何度もメッセージのやり取りをしてるのをぴあに見られたら絶対に変な誤解をして冷やかされるし。
スマホを取り出し、トークアプリを開く。
最期に僕が既読を付けてからかなりの時間が経っていた。
『凪:仕事でスマホ見れてなかった。ごめんね』から始まるメッセージ。
『さくら:お仕事おつかれさま! こんな時間まで大変だね』
帰ってきたメッセージには驚いた顔の絵文字と汗の絵文字。
さくらちゃんは遂に絵文字を使うようになっていた。
これは明日くらいにはスタンプを送ってきそうだな、と思っていたら、ピコンと音が鳴る。

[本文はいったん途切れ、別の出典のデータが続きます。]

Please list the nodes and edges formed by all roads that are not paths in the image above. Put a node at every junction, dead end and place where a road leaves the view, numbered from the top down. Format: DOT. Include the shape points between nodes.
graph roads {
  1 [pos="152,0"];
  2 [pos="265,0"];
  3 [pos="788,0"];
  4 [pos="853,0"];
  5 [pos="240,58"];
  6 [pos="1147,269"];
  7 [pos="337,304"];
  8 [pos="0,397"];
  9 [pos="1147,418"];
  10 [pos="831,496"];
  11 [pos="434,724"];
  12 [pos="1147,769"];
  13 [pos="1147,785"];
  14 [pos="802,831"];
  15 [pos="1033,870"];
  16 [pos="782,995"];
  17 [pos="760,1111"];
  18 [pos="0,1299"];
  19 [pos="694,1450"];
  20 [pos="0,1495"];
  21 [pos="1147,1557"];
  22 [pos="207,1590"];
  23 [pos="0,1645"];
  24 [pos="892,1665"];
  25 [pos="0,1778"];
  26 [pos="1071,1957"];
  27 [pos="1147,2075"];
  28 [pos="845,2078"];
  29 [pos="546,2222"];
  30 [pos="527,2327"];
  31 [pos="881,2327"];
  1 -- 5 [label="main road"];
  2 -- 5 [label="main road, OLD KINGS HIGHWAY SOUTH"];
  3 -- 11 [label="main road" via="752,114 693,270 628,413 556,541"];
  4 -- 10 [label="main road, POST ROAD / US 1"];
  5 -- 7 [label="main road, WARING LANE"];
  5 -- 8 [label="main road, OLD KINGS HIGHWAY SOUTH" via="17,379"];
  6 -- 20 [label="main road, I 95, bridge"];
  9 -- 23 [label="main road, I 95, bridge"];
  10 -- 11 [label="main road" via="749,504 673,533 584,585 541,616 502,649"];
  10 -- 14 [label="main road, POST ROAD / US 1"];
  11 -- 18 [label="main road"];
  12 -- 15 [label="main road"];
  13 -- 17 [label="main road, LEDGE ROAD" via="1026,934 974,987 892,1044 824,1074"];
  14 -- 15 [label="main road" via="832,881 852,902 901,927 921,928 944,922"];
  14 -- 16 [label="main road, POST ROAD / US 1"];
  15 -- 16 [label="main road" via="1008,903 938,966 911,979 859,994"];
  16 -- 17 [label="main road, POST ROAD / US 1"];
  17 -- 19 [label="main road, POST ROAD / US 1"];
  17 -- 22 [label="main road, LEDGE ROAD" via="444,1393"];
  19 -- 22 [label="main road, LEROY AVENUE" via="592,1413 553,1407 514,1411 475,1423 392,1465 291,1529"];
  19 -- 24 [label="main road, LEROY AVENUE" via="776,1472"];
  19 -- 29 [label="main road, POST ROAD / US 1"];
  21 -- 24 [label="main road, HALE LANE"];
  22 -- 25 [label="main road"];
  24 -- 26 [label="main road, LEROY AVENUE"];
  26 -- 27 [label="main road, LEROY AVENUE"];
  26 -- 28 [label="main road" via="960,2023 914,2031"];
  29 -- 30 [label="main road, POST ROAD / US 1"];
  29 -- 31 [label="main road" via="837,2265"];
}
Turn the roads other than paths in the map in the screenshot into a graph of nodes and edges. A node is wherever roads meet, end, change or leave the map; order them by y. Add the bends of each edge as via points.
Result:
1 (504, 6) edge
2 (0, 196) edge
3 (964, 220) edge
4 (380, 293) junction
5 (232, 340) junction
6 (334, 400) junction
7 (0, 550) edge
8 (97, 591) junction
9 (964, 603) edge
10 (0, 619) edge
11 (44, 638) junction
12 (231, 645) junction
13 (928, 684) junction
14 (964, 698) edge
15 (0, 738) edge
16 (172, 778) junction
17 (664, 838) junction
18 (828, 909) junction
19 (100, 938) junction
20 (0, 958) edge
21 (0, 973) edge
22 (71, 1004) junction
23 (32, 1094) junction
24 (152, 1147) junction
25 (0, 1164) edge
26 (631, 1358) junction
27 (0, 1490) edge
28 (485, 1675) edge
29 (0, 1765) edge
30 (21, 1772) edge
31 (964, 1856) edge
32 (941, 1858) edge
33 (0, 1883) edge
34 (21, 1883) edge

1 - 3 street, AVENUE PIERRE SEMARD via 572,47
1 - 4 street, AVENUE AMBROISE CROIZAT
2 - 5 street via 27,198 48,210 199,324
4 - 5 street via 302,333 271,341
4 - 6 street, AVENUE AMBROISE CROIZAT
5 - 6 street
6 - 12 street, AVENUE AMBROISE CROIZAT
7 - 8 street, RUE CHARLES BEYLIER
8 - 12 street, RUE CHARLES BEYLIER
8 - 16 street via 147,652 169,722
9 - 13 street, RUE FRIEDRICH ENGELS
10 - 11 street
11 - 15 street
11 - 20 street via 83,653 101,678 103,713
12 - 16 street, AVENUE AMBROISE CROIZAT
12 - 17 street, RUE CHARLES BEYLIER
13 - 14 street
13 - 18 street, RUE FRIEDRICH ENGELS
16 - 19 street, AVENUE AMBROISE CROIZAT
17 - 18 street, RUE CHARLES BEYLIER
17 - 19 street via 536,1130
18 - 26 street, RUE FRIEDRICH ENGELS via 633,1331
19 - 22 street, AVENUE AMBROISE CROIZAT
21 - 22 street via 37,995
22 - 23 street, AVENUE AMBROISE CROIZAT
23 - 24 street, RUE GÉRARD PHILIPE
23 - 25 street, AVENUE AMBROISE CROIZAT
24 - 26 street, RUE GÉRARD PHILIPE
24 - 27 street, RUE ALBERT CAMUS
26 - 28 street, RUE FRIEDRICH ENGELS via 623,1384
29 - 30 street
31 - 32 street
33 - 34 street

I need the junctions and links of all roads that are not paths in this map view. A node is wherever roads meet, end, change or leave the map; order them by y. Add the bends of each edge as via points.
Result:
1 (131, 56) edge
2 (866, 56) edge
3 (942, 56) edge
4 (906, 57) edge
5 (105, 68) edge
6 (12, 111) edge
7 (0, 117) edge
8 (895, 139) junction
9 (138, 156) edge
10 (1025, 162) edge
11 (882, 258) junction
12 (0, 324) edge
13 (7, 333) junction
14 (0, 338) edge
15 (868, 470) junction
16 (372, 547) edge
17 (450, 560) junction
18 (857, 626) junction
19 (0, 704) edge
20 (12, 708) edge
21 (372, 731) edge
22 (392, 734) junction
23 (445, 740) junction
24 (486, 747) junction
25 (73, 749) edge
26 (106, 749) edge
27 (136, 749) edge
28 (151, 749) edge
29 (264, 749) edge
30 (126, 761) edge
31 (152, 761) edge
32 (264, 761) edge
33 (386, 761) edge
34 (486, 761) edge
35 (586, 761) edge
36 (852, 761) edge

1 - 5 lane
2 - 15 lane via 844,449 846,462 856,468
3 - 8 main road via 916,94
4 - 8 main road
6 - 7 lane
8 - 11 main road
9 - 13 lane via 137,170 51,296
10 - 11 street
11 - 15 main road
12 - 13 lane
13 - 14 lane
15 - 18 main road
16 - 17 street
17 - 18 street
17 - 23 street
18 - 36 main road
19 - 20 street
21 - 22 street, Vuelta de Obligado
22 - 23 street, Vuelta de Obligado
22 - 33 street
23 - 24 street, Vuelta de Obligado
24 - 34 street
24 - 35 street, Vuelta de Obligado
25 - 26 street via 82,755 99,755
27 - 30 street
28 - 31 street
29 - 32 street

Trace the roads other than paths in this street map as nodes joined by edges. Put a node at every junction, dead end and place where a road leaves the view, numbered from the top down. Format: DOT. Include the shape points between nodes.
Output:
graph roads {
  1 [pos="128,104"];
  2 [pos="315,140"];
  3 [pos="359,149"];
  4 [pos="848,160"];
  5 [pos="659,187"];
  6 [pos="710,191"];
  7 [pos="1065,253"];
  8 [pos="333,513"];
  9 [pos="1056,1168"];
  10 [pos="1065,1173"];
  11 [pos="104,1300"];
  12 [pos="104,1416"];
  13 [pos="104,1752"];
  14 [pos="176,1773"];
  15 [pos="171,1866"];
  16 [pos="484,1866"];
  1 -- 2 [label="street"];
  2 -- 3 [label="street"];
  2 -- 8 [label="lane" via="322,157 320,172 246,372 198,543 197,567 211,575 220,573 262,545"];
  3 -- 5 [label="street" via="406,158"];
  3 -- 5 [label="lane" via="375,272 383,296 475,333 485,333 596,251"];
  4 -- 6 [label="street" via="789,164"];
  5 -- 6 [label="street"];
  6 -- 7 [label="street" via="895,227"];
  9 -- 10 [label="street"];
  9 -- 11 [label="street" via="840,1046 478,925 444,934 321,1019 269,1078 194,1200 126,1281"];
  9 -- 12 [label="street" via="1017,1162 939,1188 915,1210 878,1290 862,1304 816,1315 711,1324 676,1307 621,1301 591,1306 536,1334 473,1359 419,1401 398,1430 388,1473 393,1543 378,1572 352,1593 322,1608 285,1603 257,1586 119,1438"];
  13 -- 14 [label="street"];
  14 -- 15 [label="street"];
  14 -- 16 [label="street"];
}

僕が既読にしたまま終わっていたトーク画面が更新されて、『おちゅ!』とポップなフォントで一言添えられた謎の熊みたいな兎みたいな動物のスタンプが表示される。
「あー、可愛いなぁ」
あまりにも無意識に漏れた言葉は、自分でさえもそれを口にしたことさえ覚えていなくて。
駅にたどり着いた僕は、今日もまたこれから、さくらちゃんが眠ってしまうまでとりとめもないやり取りを続けるであろうことに、充足感を得ているのだった。